Title - The study of changes in CRR
and SLR during the decade 2002 to 2012
Table of Contents
Introduction
Background
Cash
Reserve Ration(CRR) and Statutory Liquidity Ratio (SLR) are two important
reserve ratios applicable to banks. These are also tools that the Reserve Bank
of India uses in the conduct of its monetary policy. The purpose of this thesis
is to analyze the changes in these
reserve ratios through the last decade. The content of this thesis is based on
RBI’s Master Circular on the subject and my own practical knowledge gained
through the management course.
Definition
CRR - The
Cash Reserve Ratio
CRR is
that proportion of a bank’s Net Demand and Time Liabilities (NDTL) that it has
to keep as cash deposits with RBI. Cash deposits do not mean physical cash, but
a credit balance in a current account that every bank maintains at RBI.
This
proportion is specified by RBI and could change from time to time. Currently
(on the date this piece is being published), CRR is 4.75%.CRR is governed by
the provisions of Section 42 of the Reserve Bank of India Act, 1934. There is
no minimum level of CRR. We could go upto zero CRR (negative values are of
course absurd). Similarly, there is no maximum. In theory, CRR can go upto
100%, which would mean RBI impounding the entire NDTL as a cash reserve. Until
the RBI Act was amended in 2007, the minimum value of CRR was statutorily fixed
at 3% and the maximum was fixed at 20%. Both these limits (lower and upper)

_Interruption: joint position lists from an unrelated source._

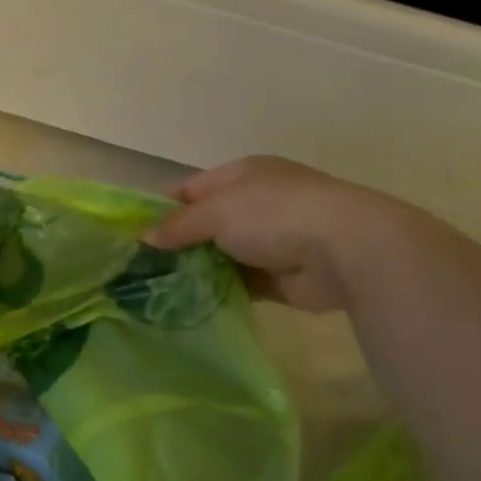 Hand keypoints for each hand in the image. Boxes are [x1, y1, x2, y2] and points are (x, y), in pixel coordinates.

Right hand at [143, 156, 459, 311]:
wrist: (345, 250)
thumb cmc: (275, 214)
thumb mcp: (216, 211)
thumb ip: (178, 225)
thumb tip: (144, 237)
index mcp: (242, 176)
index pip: (190, 189)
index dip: (162, 209)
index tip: (134, 235)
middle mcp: (255, 204)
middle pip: (204, 224)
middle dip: (176, 245)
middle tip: (140, 269)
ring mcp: (269, 241)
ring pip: (220, 256)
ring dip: (197, 271)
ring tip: (158, 291)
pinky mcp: (278, 277)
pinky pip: (238, 284)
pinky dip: (219, 292)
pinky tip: (191, 304)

were removed by the amendment which came into effect in early 2007.
SLR - Statutory Liquidity Ratio
SLR
is that proportion of a bank’s Net Demand and Time Liabilities (NDTL)
that it has to maintain as investments in certain specified assets. SLR is
governed by the provisions of Section 24 of the Banking Regulation Act. There
is no minimum stipulation on SLR (earlier there used to be a minimum stipulated
SLR of 25% - but this was removed with an amendment to the Banking Regulation
Act in 2007). However, SLR can not exceed 40%.
Statutory
liquidity ratio is the amount of liquid assets such as precious metals(Gold) or
other approved securities, that a financial institution must maintain as
reserves other than the cash . The statutory liquidity ratio is a term most
commonly used in India.
Changes in SLR and CRR
Indian
banks’ holdings of government securities (Government securities) are now close
to the statutory minimum that banks are required to hold to comply with
existing regulation. When measured in rupees, such holdings decreased for the
first time in a little less than 40 years (since the nationalisation of banks
in 1969) in 2005–06. While the
recent credit boom is a key driver of the decline in banks’ portfolios of
G-Sec, other factors have played an important role recently.
These
include:
Ø Interest rate increases.
Ø Changes in the prudential regulation
of banks’ investments in G-Sec.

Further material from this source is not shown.